----- EXCERPTED RECORDS -----

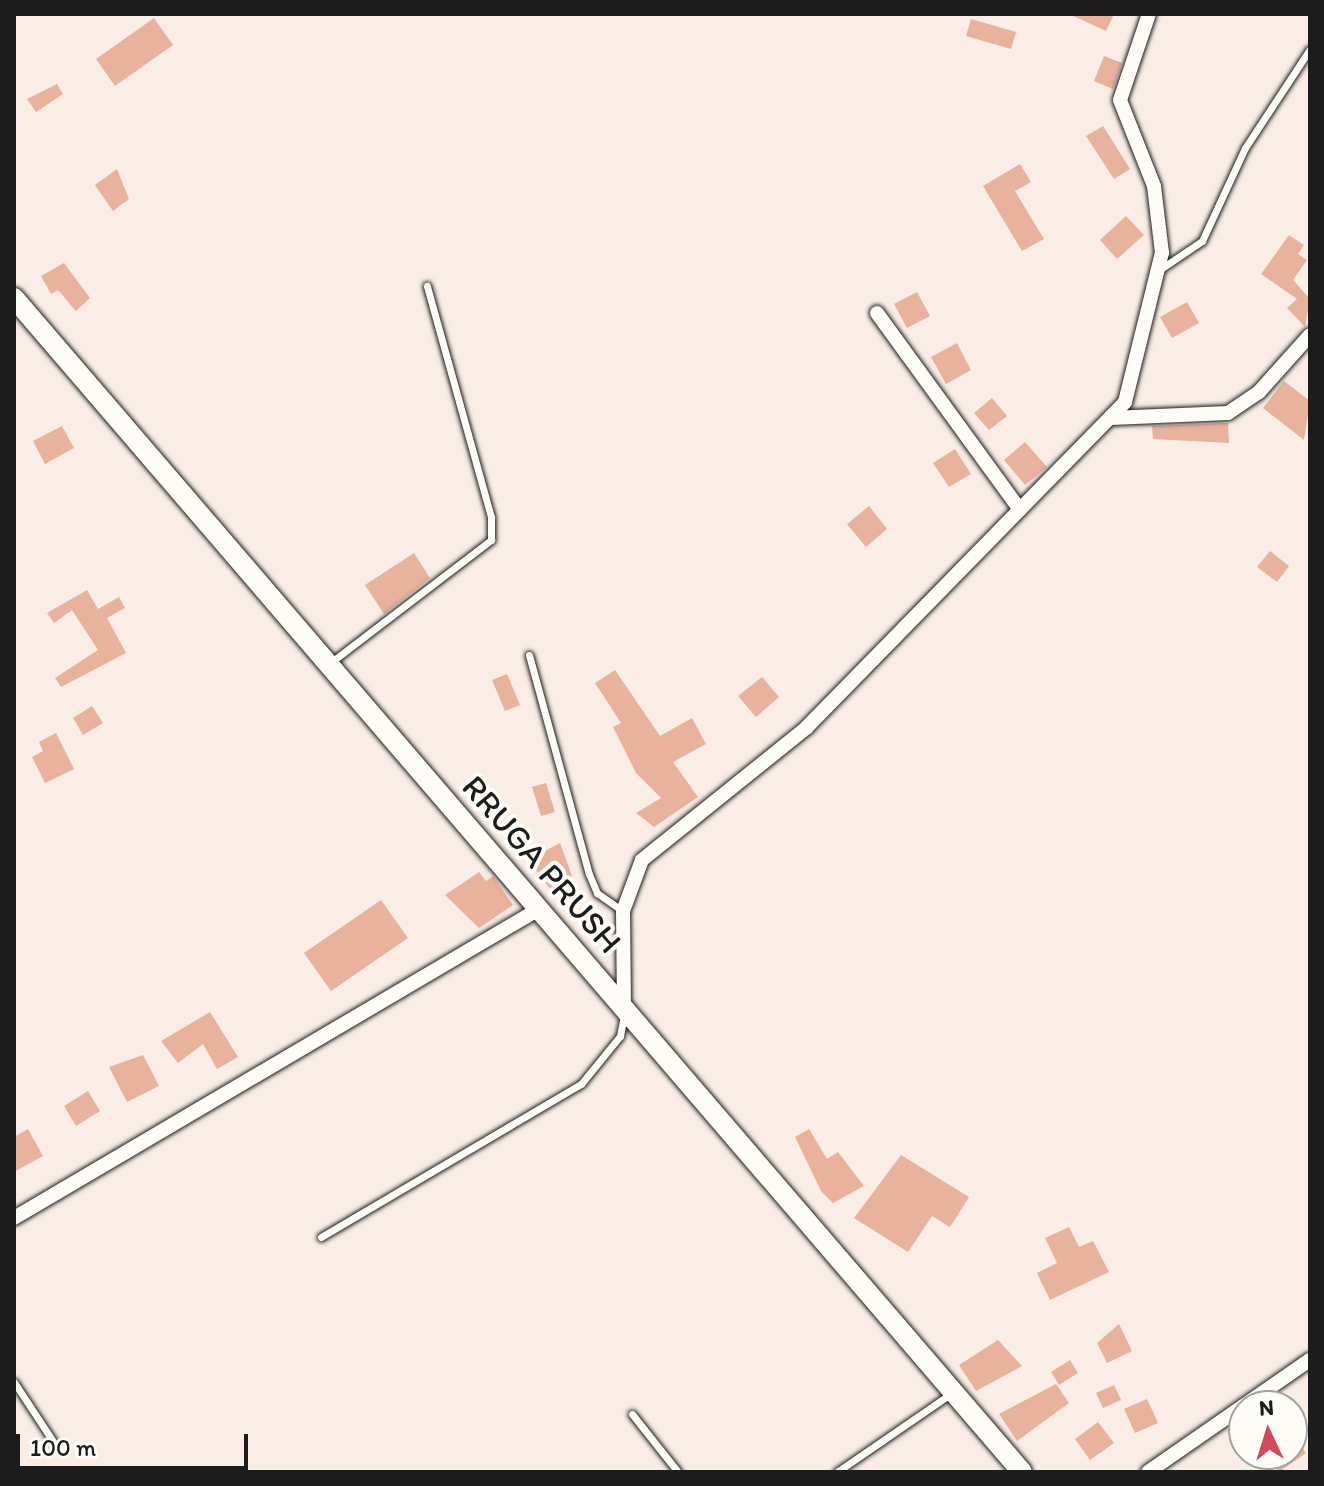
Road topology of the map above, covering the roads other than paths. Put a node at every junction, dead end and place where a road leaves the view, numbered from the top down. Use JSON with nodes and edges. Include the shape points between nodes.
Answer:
{"nodes":[{"id":1,"x":1149,"y":14,"type":"edge"},
{"id":2,"x":1310,"y":49,"type":"edge"},
{"id":3,"x":1157,"y":271,"type":"junction"},
{"id":4,"x":427,"y":286,"type":"dead end"},
{"id":5,"x":16,"y":303,"type":"edge"},
{"id":6,"x":877,"y":313,"type":"dead end"},
{"id":7,"x":1310,"y":335,"type":"edge"},
{"id":8,"x":1111,"y":418,"type":"junction"},
{"id":9,"x":1020,"y":510,"type":"junction"},
{"id":10,"x":529,"y":655,"type":"dead end"},
{"id":11,"x":329,"y":664,"type":"junction"},
{"id":12,"x":539,"y":909,"type":"junction"},
{"id":13,"x":623,"y":911,"type":"junction"},
{"id":14,"x":624,"y":1008,"type":"junction"},
{"id":15,"x":14,"y":1218,"type":"edge"},
{"id":16,"x":321,"y":1237,"type":"dead end"},
{"id":17,"x":1310,"y":1360,"type":"edge"},
{"id":18,"x":14,"y":1382,"type":"edge"},
{"id":19,"x":954,"y":1392,"type":"junction"},
{"id":20,"x":632,"y":1414,"type":"dead end"},
{"id":21,"x":54,"y":1443,"type":"dead end"},
{"id":22,"x":678,"y":1472,"type":"edge"},
{"id":23,"x":837,"y":1472,"type":"edge"},
{"id":24,"x":1022,"y":1472,"type":"edge"},
{"id":25,"x":1148,"y":1472,"type":"edge"}],
"edges":[{"from":1,"to":3,"type":"street","via":[[1120,100],[1161,216]]},
{"from":2,"to":3,"type":"lane","via":[[1245,148],[1202,241]]},
{"from":3,"to":8,"type":"street","via":[[1131,387]]},
{"from":4,"to":11,"type":"lane","via":[[491,517],[491,540]]},
{"from":5,"to":11,"type":"street","name":"RRUGA PRUSH"},
{"from":6,"to":9,"type":"street"},
{"from":7,"to":8,"type":"street","via":[[1259,392],[1228,413]]},
{"from":8,"to":9,"type":"street"},
{"from":9,"to":13,"type":"street","via":[[797,737],[642,860]]},
{"from":10,"to":13,"type":"lane","via":[[589,874],[607,904]]},
{"from":11,"to":12,"type":"street","name":"RRUGA PRUSH"},
{"from":12,"to":14,"type":"street","name":"RRUGA PRUSH"},
{"from":12,"to":15,"type":"street"},
{"from":13,"to":14,"type":"street"},
{"from":14,"to":16,"type":"lane","via":[[620,1036],[592,1077]]},
{"from":14,"to":19,"type":"street","name":"RRUGA PRUSH"},
{"from":17,"to":25,"type":"street"},
{"from":18,"to":21,"type":"lane"},
{"from":19,"to":23,"type":"lane"},
{"from":19,"to":24,"type":"street","name":"RRUGA PRUSH"},
{"from":20,"to":22,"type":"lane"}]}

-----

**PROBLEM REQUIREMENTS**
The result should be the full listing, retyped exactly and free of pictures.

**OUTPUT**
Road topology of the map above, covering the roads other than paths. Put a node at every junction, dead end and place where a road leaves the view, numbered from the top down. Use JSON with nodes and edges. Include the shape points between nodes.
Answer:
{"nodes":[{"id":1,"x":1149,"y":14,"type":"edge"},
{"id":2,"x":1310,"y":49,"type":"edge"},
{"id":3,"x":1157,"y":271,"type":"junction"},
{"id":4,"x":427,"y":286,"type":"dead end"},
{"id":5,"x":16,"y":303,"type":"edge"},
{"id":6,"x":877,"y":313,"type":"dead end"},
{"id":7,"x":1310,"y":335,"type":"edge"},
{"id":8,"x":1111,"y":418,"type":"junction"},
{"id":9,"x":1020,"y":510,"type":"junction"},
{"id":10,"x":529,"y":655,"type":"dead end"},
{"id":11,"x":329,"y":664,"type":"junction"},
{"id":12,"x":539,"y":909,"type":"junction"},
{"id":13,"x":623,"y":911,"type":"junction"},
{"id":14,"x":624,"y":1008,"type":"junction"},
{"id":15,"x":14,"y":1218,"type":"edge"},
{"id":16,"x":321,"y":1237,"type":"dead end"},
{"id":17,"x":1310,"y":1360,"type":"edge"},
{"id":18,"x":14,"y":1382,"type":"edge"},
{"id":19,"x":954,"y":1392,"type":"junction"},
{"id":20,"x":632,"y":1414,"type":"dead end"},
{"id":21,"x":54,"y":1443,"type":"dead end"},
{"id":22,"x":678,"y":1472,"type":"edge"},
{"id":23,"x":837,"y":1472,"type":"edge"},
{"id":24,"x":1022,"y":1472,"type":"edge"},
{"id":25,"x":1148,"y":1472,"type":"edge"}],
"edges":[{"from":1,"to":3,"type":"street","via":[[1120,100],[1161,216]]},
{"from":2,"to":3,"type":"lane","via":[[1245,148],[1202,241]]},
{"from":3,"to":8,"type":"street","via":[[1131,387]]},
{"from":4,"to":11,"type":"lane","via":[[491,517],[491,540]]},
{"from":5,"to":11,"type":"street","name":"RRUGA PRUSH"},
{"from":6,"to":9,"type":"street"},
{"from":7,"to":8,"type":"street","via":[[1259,392],[1228,413]]},
{"from":8,"to":9,"type":"street"},
{"from":9,"to":13,"type":"street","via":[[797,737],[642,860]]},
{"from":10,"to":13,"type":"lane","via":[[589,874],[607,904]]},
{"from":11,"to":12,"type":"street","name":"RRUGA PRUSH"},
{"from":12,"to":14,"type":"street","name":"RRUGA PRUSH"},
{"from":12,"to":15,"type":"street"},
{"from":13,"to":14,"type":"street"},
{"from":14,"to":16,"type":"lane","via":[[620,1036],[592,1077]]},
{"from":14,"to":19,"type":"street","name":"RRUGA PRUSH"},
{"from":17,"to":25,"type":"street"},
{"from":18,"to":21,"type":"lane"},
{"from":19,"to":23,"type":"lane"},
{"from":19,"to":24,"type":"street","name":"RRUGA PRUSH"},
{"from":20,"to":22,"type":"lane"}]}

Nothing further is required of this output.